The day one of your parents joined Facebook.
Chances are that you spent years on Facebook without a chaperone. I had almost five years. And not five calm, mature years — the summer before freshman year of college through my first year as a post-collegiate “adult” in New York City.
If there was ever a time to not document every moment of your life, it’s that exact stretch. But it was done. All of it. And during that time, Facebook and I grew up together and grew on each other.
And then, in 2010, FLEX BOMB.
What does that even mean? We’re “friends.”
My mom and I aren’t “friends.” She’s my mom, I’m her son, and we’re the most important person in each other’s lives. But, as of May 2, 2010, we were friends on Facebook. [Note: My friend Mom is not my “mother” on Facebook, just my friend.]
The next day, after my mother became my friend, I communicated publicly with my friend Mom, via her Wall.
But she did not get out. And while I understand that she signed up only to “get in contact with people for her high school reunion,” that event took place two years ago and she’s still on Facebook.

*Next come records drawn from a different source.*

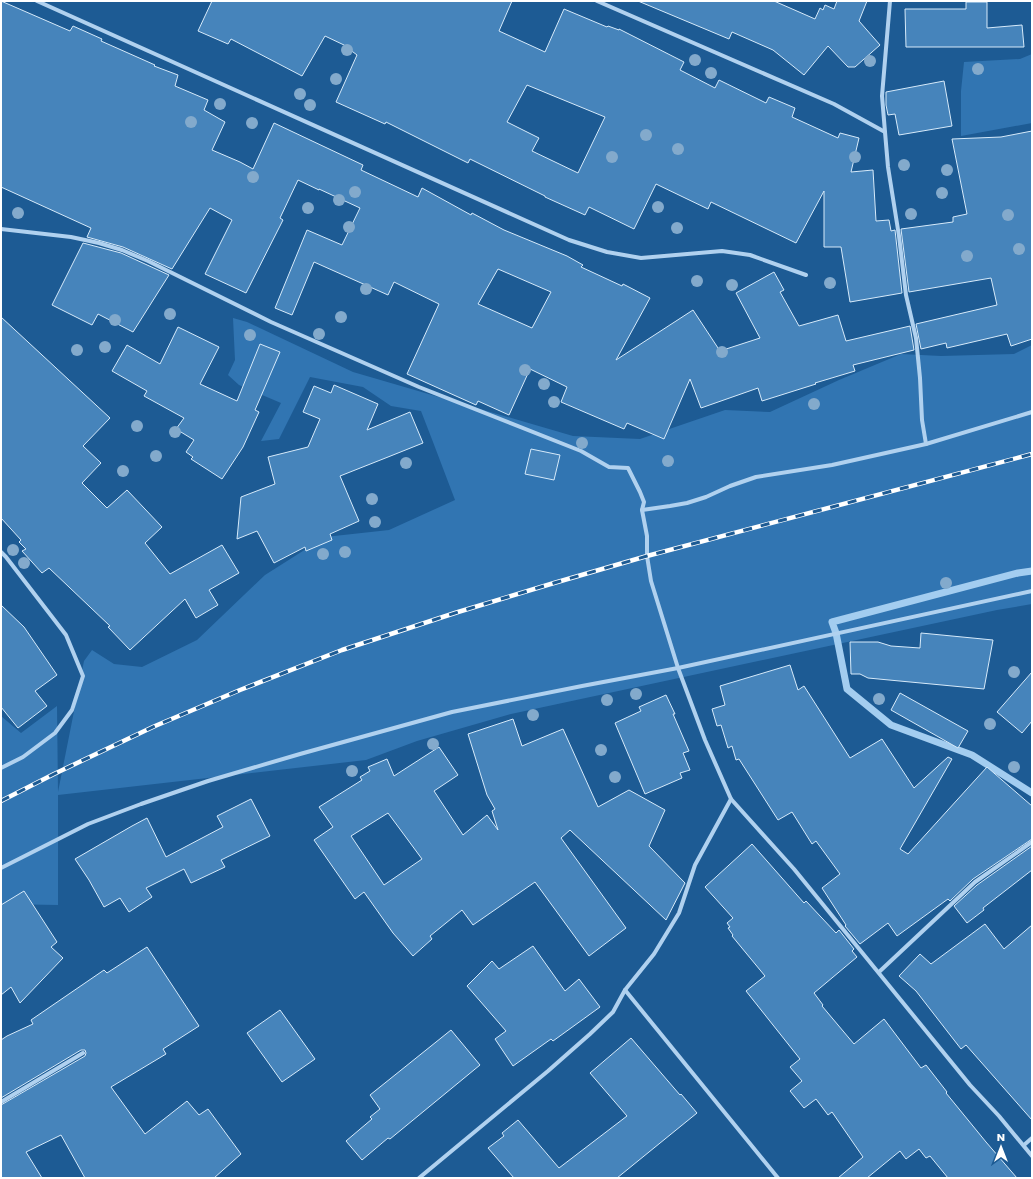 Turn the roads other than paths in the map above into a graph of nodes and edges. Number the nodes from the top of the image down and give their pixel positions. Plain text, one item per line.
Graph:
1 (37, 1) edge
2 (597, 1) edge
3 (890, 1) edge
4 (885, 132) junction
5 (1, 229) edge
6 (806, 275) dead end
7 (1032, 412) edge
8 (926, 444) junction
9 (642, 510) junction
10 (1, 552) edge
11 (1032, 592) edge
12 (678, 668) junction
13 (1, 768) edge
14 (731, 799) junction
15 (1032, 842) edge
16 (1, 868) edge
17 (879, 972) junction
18 (625, 990) junction
19 (83, 1053) dead end
20 (1, 1102) edge
21 (1032, 1138) edge
22 (1024, 1145) junction
23 (1032, 1156) edge
24 (419, 1178) edge
25 (778, 1178) edge

1 - 6 street
2 - 4 street
3 - 4 street
4 - 8 street
5 - 9 street
7 - 8 street
8 - 9 street
9 - 12 street
10 - 13 street
11 - 12 street
12 - 14 street
12 - 16 street
14 - 17 street
14 - 18 street
15 - 17 street
17 - 22 street
18 - 24 street
18 - 25 street
19 - 20 street
21 - 22 street
22 - 23 street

Because it’s a trap, one not even my beautiful, intelligent, dignified mother could avoid.
Over time, I’ve grown to appreciate her presence, as a way for her to keep up with the reputable things I’m doing. But there’s still a great deal of does-not-compute-mailer-daemon-one-divided-by-zero when considering your mother on Facebook.
For instance, my mother and I currently have 24 mutual friends on Facebook. Again, what does that even mean, the idea of us having “mutual friends”? Mutual friends are like, “Oh, you work with Tim, that’s trés cray, he was on my freshman floor, how is he?”
My mom and I don’t have any of those. Because she’s my mom. We’re “related.” We’re so related, in fact, that I’m not here without her. Yes, some of my friends for whom she’s made grits and eggs and biscuits over the years are friends with her on Facebook, and some of her high school classmates who remember me as a 3-year-old have requested my friendship, but these aren’t “mutual friends.”
But here we are. Twenty-four and counting.
Another oddity: Facebook asking if I’d like to “see our friendship.” Or if I’d like to tell the story of “how we met.”
We didn’t “meet.” I “happened.” Here’s the story of how I happened, however, if that’s what you’re really asking, Facebook.
Facebook is weird. But it made it to its 10th birthday, and that’s a milestone that deserves a blue thumbs-up. And, as much as I hate to admit it, it’s made my relationship with my mother better. You have no idea how much I hate admitting it, but it’s true.